B. Exercise Price. The exercise price per share shall not be less than one hundred percent (100%) of the Fair Market Value per share of Common Stock on the option grant date.

C. Dollar Limitation. The aggregate Fair Market Value of the shares of Common Stock (determined as of the respective date or dates of grant) for which one or more options granted to any Employee under the Plan (or any other option plan of the Corporation or any Parent or Subsidiary) may for the first time become exercisable as Incentive Options during any one (1) calendar year shall not exceed the sum of One Hundred Thousand Dollars ($100,000) (the “ISO Limit”). To the extent the Employee holds two (2) or more such options which become exercisable for the first time in the same calendar year, the foregoing limitation on the exercisability of such options as Incentive Options shall be applied on the basis of the order in which such options are granted. Notwithstanding the foregoing, any Incentive Option shall become exercisable as of its respective vesting dates and, to the extent the ISO Limit is exceeded, the portion of the option that becomes exercisable because of vesting in excess of the ISO limit for any particular year shall be treated as a Non-Statutory Option under the Federal tax laws.

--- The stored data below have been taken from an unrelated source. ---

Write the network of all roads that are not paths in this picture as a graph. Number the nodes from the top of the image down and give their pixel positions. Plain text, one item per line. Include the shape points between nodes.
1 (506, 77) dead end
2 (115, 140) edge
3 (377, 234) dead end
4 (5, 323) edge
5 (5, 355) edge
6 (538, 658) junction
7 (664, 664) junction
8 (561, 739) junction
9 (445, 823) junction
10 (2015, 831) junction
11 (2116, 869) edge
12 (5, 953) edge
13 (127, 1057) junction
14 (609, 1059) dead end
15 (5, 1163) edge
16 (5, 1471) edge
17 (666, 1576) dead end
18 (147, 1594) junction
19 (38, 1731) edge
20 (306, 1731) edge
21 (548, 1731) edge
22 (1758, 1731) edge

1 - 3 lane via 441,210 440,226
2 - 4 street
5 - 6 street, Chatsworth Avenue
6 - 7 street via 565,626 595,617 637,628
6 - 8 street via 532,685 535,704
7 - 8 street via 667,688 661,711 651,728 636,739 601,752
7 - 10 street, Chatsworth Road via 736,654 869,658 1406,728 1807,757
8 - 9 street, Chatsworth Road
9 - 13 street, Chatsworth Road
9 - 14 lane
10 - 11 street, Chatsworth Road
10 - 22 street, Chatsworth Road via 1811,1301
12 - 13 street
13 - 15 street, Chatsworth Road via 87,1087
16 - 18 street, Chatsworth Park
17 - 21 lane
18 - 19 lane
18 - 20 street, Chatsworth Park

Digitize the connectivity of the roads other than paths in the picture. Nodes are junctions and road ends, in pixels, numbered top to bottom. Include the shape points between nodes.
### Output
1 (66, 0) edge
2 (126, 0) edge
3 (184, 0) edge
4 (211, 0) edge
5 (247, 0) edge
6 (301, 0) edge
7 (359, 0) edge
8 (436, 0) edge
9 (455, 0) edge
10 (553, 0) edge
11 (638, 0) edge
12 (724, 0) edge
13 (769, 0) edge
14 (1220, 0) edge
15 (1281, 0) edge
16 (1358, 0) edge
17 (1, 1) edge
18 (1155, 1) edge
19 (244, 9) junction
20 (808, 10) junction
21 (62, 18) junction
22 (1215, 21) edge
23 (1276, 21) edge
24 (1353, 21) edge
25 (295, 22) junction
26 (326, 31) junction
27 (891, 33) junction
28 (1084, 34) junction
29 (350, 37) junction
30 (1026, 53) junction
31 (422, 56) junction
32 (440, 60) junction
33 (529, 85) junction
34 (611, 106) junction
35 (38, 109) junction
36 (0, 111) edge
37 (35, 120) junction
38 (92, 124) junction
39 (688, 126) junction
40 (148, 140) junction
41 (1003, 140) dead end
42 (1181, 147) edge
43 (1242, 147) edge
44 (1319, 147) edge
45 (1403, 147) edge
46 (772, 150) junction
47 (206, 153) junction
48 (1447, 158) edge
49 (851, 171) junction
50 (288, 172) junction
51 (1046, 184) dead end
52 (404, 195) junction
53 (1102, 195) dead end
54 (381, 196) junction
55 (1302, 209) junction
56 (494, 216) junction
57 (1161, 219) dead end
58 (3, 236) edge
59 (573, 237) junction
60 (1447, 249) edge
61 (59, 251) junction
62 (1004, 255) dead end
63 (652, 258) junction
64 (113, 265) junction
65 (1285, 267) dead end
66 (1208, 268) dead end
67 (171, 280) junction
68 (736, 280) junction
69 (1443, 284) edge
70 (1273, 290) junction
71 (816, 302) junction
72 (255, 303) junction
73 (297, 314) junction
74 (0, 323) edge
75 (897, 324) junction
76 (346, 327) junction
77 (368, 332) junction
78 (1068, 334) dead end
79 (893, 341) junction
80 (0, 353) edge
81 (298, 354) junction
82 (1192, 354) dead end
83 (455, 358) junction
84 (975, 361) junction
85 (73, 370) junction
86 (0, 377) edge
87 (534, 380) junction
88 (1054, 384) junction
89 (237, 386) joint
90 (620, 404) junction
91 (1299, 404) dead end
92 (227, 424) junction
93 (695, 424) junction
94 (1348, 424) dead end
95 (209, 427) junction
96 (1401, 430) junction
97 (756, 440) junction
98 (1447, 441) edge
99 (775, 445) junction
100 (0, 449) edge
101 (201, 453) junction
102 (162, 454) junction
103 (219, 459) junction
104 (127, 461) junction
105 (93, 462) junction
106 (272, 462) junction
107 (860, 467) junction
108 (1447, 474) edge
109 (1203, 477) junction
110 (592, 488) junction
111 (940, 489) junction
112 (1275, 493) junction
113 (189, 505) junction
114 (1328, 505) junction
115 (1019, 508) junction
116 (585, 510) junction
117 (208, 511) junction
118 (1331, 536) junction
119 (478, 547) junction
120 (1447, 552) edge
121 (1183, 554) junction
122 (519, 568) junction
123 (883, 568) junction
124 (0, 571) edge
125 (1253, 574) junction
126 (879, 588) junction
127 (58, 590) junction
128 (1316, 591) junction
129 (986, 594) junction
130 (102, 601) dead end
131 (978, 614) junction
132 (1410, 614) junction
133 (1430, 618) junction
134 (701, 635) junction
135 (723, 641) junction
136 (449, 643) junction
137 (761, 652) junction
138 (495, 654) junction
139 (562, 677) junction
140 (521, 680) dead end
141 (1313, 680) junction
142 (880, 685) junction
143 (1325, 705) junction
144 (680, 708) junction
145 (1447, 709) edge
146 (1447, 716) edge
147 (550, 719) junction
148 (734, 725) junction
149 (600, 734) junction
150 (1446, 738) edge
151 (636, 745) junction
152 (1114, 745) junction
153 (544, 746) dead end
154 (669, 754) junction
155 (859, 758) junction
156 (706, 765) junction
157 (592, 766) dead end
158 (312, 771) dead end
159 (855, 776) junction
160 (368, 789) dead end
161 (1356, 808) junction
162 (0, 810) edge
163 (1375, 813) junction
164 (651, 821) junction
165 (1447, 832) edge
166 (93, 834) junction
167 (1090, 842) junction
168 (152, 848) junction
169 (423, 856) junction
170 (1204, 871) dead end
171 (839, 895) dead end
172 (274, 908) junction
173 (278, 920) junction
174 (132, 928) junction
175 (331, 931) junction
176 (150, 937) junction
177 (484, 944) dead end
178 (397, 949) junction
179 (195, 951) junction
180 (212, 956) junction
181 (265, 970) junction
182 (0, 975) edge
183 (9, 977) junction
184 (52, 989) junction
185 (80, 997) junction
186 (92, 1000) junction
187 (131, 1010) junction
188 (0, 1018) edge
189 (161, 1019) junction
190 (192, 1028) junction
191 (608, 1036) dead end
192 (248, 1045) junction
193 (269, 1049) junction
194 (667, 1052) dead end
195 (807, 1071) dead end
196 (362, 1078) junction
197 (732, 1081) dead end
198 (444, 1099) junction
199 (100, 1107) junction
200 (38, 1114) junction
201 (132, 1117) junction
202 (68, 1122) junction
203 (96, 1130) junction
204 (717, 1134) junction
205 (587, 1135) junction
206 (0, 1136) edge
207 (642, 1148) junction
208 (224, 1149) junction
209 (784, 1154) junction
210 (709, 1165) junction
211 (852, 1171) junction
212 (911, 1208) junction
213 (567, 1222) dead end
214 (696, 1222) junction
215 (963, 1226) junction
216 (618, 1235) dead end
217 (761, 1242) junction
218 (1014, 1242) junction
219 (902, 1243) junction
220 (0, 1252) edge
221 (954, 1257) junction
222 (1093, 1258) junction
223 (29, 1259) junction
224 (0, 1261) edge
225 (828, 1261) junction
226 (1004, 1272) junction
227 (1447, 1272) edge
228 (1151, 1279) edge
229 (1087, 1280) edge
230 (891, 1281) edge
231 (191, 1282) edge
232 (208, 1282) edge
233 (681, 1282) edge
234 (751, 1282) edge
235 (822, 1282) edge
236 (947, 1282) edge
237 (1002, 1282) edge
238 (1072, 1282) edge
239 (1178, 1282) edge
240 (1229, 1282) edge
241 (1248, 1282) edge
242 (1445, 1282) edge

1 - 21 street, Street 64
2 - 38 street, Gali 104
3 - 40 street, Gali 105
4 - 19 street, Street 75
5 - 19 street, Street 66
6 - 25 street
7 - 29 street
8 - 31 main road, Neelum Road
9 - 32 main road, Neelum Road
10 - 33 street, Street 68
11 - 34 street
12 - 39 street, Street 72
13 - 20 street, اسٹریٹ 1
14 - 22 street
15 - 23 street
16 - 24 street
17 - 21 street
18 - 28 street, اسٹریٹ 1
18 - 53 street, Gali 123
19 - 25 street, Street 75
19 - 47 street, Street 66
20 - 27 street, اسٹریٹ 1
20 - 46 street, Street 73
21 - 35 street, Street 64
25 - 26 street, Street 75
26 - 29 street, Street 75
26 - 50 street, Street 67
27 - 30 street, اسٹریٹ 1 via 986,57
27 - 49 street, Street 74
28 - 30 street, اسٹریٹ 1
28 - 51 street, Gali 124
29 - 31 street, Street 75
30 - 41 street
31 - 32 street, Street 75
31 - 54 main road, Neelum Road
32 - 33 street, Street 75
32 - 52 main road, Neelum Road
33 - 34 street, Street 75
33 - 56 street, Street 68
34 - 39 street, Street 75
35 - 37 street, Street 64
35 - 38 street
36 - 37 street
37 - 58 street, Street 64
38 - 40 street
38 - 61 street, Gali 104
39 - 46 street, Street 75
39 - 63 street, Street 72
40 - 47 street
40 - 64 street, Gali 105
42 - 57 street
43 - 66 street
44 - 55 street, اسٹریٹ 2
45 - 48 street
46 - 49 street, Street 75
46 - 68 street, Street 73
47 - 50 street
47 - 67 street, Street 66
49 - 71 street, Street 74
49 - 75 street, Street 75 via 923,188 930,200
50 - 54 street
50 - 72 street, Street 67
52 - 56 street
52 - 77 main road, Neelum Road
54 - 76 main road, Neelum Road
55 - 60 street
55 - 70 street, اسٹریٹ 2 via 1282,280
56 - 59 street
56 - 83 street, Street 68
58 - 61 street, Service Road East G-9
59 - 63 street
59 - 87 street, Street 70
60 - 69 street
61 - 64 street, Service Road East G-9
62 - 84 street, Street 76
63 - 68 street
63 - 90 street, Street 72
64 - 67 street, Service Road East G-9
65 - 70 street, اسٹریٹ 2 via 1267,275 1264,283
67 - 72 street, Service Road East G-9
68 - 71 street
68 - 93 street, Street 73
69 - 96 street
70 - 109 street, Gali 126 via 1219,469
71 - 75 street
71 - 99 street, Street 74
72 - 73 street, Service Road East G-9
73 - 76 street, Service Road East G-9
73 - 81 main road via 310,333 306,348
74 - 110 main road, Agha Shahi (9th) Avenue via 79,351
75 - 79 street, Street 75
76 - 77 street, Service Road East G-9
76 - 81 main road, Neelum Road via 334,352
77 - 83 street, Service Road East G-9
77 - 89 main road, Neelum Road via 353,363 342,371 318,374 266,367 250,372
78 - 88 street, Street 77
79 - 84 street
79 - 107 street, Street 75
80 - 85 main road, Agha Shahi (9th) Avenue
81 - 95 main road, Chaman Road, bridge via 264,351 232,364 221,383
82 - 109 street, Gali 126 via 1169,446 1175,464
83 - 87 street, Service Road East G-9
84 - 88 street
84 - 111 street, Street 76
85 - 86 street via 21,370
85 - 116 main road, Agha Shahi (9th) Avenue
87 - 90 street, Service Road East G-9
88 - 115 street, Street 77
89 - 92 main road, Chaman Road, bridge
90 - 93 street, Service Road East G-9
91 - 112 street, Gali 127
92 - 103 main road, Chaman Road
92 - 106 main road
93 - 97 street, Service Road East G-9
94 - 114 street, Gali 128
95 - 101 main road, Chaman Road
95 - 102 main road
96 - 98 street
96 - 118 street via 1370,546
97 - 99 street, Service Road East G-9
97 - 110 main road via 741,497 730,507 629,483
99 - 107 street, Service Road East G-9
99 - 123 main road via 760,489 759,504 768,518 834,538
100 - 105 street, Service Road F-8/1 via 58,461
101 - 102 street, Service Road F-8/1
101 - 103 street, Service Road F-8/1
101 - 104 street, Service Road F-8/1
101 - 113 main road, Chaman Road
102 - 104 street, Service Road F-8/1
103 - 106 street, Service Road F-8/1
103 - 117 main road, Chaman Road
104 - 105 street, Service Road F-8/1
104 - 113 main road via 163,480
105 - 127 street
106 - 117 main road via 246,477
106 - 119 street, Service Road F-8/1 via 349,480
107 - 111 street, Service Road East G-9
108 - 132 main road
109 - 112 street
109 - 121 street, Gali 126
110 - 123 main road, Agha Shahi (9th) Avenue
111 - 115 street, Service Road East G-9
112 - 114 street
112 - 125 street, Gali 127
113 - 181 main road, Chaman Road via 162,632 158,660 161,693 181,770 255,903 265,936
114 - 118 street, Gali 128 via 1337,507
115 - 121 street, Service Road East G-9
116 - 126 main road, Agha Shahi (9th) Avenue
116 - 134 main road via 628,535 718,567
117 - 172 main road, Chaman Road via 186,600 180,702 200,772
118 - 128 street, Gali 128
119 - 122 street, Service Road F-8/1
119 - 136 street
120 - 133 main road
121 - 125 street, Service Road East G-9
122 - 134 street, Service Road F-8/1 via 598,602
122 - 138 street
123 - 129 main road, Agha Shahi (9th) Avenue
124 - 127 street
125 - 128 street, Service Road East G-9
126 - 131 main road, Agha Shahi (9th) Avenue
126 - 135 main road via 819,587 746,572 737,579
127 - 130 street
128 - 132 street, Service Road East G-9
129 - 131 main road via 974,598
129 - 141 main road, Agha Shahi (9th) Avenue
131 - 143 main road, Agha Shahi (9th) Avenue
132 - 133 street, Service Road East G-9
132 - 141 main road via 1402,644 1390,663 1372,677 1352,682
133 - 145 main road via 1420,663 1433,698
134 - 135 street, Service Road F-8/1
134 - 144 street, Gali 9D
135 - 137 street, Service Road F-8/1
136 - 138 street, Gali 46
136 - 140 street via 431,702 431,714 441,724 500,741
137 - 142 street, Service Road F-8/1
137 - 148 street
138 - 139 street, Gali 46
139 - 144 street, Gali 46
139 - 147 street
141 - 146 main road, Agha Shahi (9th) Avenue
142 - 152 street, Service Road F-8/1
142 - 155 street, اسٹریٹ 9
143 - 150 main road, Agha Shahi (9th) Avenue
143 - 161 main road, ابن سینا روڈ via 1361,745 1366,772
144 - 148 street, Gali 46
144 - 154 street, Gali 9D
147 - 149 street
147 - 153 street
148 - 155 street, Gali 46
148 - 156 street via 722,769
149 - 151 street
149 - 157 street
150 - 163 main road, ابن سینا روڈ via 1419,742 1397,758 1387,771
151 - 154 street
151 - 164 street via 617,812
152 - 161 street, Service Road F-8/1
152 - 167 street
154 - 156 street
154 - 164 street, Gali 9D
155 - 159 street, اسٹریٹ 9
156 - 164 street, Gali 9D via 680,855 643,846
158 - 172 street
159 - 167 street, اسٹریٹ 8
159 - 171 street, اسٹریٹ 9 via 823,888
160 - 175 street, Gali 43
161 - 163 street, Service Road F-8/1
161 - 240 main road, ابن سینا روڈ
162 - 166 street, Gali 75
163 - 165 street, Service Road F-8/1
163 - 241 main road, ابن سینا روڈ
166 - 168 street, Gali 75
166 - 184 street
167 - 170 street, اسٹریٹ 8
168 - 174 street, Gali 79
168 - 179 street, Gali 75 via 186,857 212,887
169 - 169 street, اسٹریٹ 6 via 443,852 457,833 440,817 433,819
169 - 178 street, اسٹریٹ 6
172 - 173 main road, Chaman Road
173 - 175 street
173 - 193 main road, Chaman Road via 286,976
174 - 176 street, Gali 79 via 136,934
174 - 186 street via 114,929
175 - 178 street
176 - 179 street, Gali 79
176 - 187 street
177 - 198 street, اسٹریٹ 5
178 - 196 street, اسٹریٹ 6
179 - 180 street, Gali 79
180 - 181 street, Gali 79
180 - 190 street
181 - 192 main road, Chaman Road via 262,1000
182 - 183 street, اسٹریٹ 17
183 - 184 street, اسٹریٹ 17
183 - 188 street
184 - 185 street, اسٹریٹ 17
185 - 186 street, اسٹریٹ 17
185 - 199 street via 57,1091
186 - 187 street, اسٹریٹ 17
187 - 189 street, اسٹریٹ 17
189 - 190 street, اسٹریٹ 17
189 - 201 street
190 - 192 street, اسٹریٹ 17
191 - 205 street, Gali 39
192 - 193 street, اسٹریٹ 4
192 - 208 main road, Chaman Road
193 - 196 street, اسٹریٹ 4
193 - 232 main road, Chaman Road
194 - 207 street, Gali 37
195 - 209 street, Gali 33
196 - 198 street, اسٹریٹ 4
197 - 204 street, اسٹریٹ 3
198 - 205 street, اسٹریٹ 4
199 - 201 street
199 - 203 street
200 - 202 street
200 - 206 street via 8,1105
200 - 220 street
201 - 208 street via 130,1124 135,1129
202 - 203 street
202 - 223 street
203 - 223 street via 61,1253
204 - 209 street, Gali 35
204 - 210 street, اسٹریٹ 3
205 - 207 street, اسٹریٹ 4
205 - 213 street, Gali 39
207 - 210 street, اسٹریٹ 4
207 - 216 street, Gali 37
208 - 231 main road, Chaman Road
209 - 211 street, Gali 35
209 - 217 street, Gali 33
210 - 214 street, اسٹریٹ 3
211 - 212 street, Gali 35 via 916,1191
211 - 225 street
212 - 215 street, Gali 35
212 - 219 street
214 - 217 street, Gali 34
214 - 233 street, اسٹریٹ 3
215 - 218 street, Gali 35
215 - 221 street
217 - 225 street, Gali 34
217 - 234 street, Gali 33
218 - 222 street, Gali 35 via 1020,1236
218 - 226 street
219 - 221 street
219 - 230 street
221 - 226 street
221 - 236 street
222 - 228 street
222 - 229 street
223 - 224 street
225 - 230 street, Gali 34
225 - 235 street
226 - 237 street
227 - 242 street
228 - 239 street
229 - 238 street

D. 10% Stockholder. If any Employee to whom an Incentive Option is granted is a 10% Stockholder, then the option term shall not exceed five (5) years measured from the option grant date.

 

6


  III. CORPORATE TRANSACTION

A. The shares subject to each option outstanding under the Plan at the time of a Corporate Transaction shall automatically vest in full so that each such option shall, immediately prior to the effective date of the Corporate Transaction, become fully exercisable for all of the shares of Common Stock at the time subject to that option and may be exercised for any or all of those shares as fully-vested shares of Common Stock. Notwithstanding the foregoing, with respect to any option that is subject to Section 409A of the Code and payment or settlement of the option is to be accelerated in connection with the Corporate Transaction, no Corporate Transaction will be deemed to have occurred for purposes of the Plan and any option agreement unless such event(s) also constitutes a “change in the ownership”, “change in the effective control” or a “change in the ownership of a substantial portion of the assets” of the Corporation as defined under Section 409A of the Code. In addition, the shares subject to an outstanding option shall not vest on such an accelerated basis if and to the extent: (i) such option is assumed by the successor corporation (or parent thereof) in the Corporate Transaction and the Corporation’s repurchase rights with respect to the unvested option shares are concurrently assigned to such successor corporation (or parent thereof) or (ii) such option is to be replaced with a cash incentive program of the successor corporation which preserves the spread existing on the unvested option shares at the time of the Corporate Transaction and provides for subsequent payout in accordance with the same vesting schedule applicable to those unvested option shares or (iii) the acceleration of such option is subject to other limitations imposed by the Plan Administrator at the time of the option grant.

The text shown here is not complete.